もし20日に殺されていたのだとしたら虚偽の届け出をした小松の妻への疑惑が高まる。
「小松は、20日には迷子犬を見つけていたんだと思います。小松は犬を見つけていて、何か籠のようなものに入れて、タオルをかけて自分の家に連れて帰っています。その時、犬の吠え声がしたのを、近所の女性が聞いています。犬は、声帯をとっていたので、その吠え声が犬の声だとは女性にはわからなかった」広瀬は、何度も小松の行動履歴を見た。「もし、この21日から24日までの間に、小松が生きていたら、飼い主に連絡したはずです。

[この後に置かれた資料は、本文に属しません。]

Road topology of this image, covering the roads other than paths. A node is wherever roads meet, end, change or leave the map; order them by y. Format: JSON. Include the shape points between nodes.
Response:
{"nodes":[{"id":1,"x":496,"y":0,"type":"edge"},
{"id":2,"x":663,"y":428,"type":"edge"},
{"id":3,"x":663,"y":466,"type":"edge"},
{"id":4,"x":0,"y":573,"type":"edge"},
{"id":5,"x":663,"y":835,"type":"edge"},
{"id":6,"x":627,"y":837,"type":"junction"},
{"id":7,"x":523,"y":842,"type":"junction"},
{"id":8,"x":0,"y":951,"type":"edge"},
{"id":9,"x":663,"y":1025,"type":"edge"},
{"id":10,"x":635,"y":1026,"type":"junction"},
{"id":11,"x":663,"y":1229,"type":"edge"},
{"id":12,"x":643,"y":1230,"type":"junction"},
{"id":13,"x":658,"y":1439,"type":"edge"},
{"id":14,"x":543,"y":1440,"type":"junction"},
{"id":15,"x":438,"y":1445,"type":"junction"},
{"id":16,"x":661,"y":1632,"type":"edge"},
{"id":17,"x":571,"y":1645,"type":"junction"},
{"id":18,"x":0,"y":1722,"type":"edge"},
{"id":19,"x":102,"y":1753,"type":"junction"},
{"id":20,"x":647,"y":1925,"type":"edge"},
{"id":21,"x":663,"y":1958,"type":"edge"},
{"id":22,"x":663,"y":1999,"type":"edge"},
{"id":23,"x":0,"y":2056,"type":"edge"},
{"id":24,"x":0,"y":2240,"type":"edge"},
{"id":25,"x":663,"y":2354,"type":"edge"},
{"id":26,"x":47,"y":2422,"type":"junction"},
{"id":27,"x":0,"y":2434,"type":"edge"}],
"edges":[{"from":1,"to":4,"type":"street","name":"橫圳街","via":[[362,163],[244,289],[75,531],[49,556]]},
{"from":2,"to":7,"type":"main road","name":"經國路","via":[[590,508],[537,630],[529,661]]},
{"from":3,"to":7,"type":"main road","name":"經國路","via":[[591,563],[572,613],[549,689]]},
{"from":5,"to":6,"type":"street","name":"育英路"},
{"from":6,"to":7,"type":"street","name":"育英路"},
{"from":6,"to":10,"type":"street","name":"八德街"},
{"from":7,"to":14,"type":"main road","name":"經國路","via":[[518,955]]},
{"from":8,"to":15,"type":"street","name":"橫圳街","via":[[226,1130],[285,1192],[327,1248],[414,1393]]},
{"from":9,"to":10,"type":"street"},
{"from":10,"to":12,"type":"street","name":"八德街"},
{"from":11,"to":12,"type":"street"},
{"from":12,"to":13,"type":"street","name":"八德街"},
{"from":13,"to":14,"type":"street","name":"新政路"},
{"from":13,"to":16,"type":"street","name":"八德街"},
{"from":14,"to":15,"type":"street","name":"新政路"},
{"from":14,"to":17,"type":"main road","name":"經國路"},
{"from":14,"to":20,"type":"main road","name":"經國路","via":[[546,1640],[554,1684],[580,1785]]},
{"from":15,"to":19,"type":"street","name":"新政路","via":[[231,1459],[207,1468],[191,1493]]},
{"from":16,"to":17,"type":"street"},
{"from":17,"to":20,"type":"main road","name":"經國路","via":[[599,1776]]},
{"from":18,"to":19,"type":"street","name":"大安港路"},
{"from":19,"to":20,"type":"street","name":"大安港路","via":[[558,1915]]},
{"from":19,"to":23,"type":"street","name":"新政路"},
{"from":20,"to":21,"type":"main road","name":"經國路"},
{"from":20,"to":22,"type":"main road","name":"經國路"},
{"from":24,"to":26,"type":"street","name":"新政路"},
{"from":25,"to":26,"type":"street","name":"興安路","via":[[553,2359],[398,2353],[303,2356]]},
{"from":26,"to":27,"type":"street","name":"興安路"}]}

犬を部屋においていても無駄ですし、報酬も欲しかったはずです。でも、小松は連絡できなかった。おそらく、20日夜に犬を連れて自宅に帰った後、すぐに殺されたのだと思います」そう広瀬は東城に告げた。
「小松の妻が殺したのか?」
「それを、今から調べます」と広瀬は答えた。「大井戸署に行きます」
東城は、わずかな時間黙っていた。
それから彼はうなずいた。「わかった。だけど、朝飯くらい食って行けよ。お前が身支度している間に、パン焼いてコーヒー入れてやる。このまま大井戸署に行ったら、お前、捜査にかまけて、一日中何も食べずにいましたってことになりかねないから」と言った。